Legs, by Pierre-Louis Pierson, circa 1861-1867 
© Metropolitan Museum of Art, New York City, USA

 

Scherzo di Follia

Scherzo di Follia,
by Pierre-Louis Pierson, circa 1863-1866
© Metropolitan Museum of Art, New York City, USA

 

In “Scherzo di Follia” (“Joke Madness”), made sometime between 1863 and 1866, the Countess hides part of her face, in semi-profile, with a picture frame held in her right hand, through which she stares at the viewer. She wears a kind of tunic or cape, leaving her shoulders bare; her left shoulder is hidden by her hair. There is play on the idea of “looking”. It is as if she is saying: I see you looking at me, looking at my bare shoulder, but, by partially hiding my face from you, I am not giving myself in full to your gaze; and indeed, with my face concealed, are you sure it is really me you’re looking at? However, it is difficult to decipher the exact expression of the gaze: it seems empty rather than blasé or questioning. The long exposure time required for studio photographs in those days had the effect of modifying any original intended expression of an emotion. It is thus risky to attempt to attribute meaning to this so-called “joke madness”, or to define it as exhibitionism, dissimulation, or even feminism. That being said, the Countess did refuse to be confined by the position that society attributed to her (that of obedient wife and mother which she performed badly), or by the role that she was asked to play (ambassadress) to which she agreed to lend her body. In the end, all we can say is that her photographic obsession would appear to have been motivated entirely by her own desire for emancipation in the service of her image.

Given the sheer number and variety (see a set of photos on the website of the Metropolitan Museum of Art in New York), the extreme care taken in the choice of clothes and accessories (prefiguring the art of fashion photography), the punctilious staging, and the great duration of the process, it is clear that the photos of the Countess of Castiglione are the result of a thoughtful artistic perspective: a production decided by a woman, choosing herself as a subject, staging her social attributes as well as her imagination, constantly experimenting. Indeed, we know that she wanted to be considered as the author of her photos. In 1867, when her portrait as “Lady of Hearts” was shown at the Paris Universal Exhibition, together with other photos by the Maison Mayer et Pierson, she hoped, in vain, to be given an exhibitor’s ticket: the Count of Nieuwerkerke, Superintendent of Fine Arts, could not grant her request because “they are only given to the photographer. Mr. Le Play, Commissioner General, is not accommodating, and if I had insisted, I would have compromised your anonymity.” (quoted in La comtesse de Castiglione par elle-même, notice 98, p. 186).

In the last year of her life, Virginia de Castiglione tried to organise an exhibition of her portraits, entitled The most beautiful woman of her century, telling the story of the forty years she had spent inventing (in the controlled setting of the photographic studio) a parallel life intended for posterity, immortalising her beauty and controlling her image, even in her final years marked by decline and disease.

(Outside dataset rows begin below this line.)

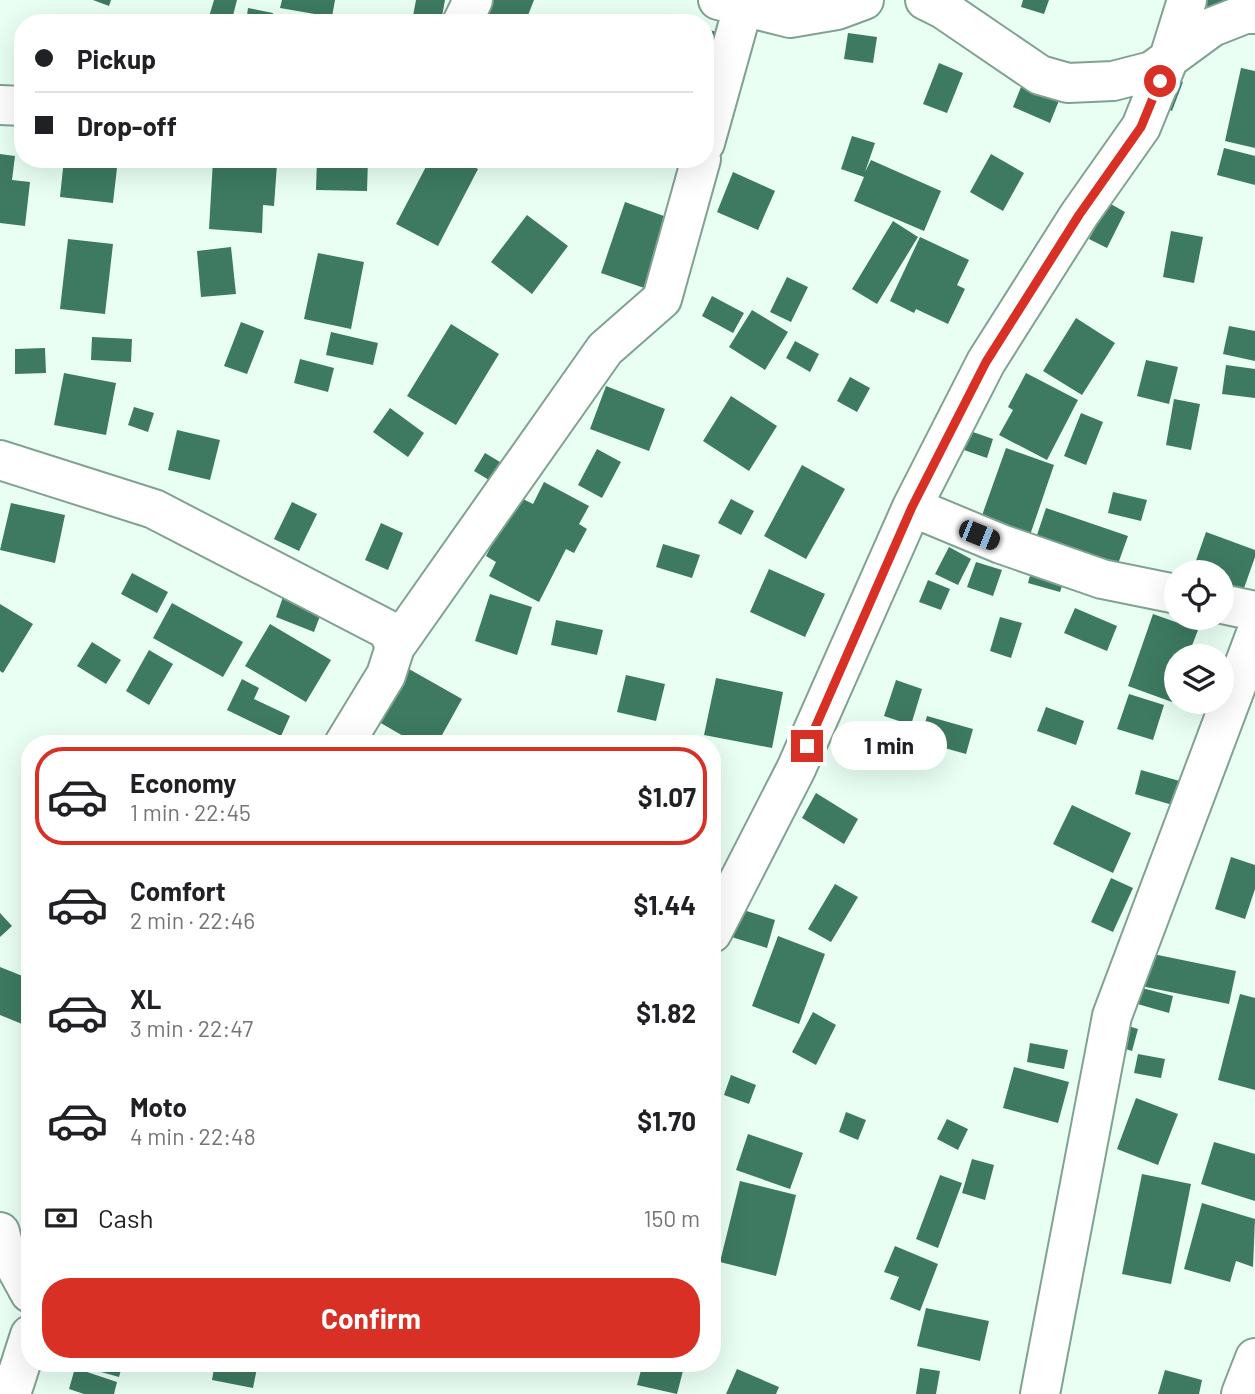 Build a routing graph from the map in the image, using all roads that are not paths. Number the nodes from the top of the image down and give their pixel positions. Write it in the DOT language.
graph roads {
  1 [pos="864,0"];
  2 [pos="925,0"];
  3 [pos="1187,0"];
  4 [pos="734,2"];
  5 [pos="1255,15"];
  6 [pos="1169,58"];
  7 [pos="714,99"];
  8 [pos="698,168"];
  9 [pos="0,460"];
  10 [pos="912,507"];
  11 [pos="1164,592"];
  12 [pos="1234,607"];
  13 [pos="1255,611"];
  14 [pos="1255,636"];
  15 [pos="395,647"];
  16 [pos="349,735"];
  17 [pos="721,915"];
  18 [pos="0,1232"];
  19 [pos="21,1276"];
  20 [pos="21,1357"];
  21 [pos="1255,1358"];
  22 [pos="8,1389"];
  23 [pos="1040,1394"];
  24 [pos="1241,1394"];
  1 -- 4 [label="street"];
  2 -- 6 [label="street"];
  3 -- 6 [label="street"];
  4 -- 7 [label="street"];
  5 -- 6 [label="street"];
  6 -- 10 [label="street"];
  8 -- 15 [label="street"];
  9 -- 15 [label="street"];
  10 -- 11 [label="street"];
  10 -- 17 [label="street"];
  12 -- 13 [label="street"];
  14 -- 23 [label="street"];
  15 -- 16 [label="street"];
  18 -- 19 [label="street"];
  20 -- 22 [label="street"];
  21 -- 24 [label="street"];
}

The photographic work of the Countess of Castiglione continues to fascinate, provoke and inspire artists. It is the narcissistic expression of a remarkable personality of the second half of the 19th century, which still today provokes reflection on the definition of identity, the status of the body both intimate and social, and the boundaries between the real and the virtual.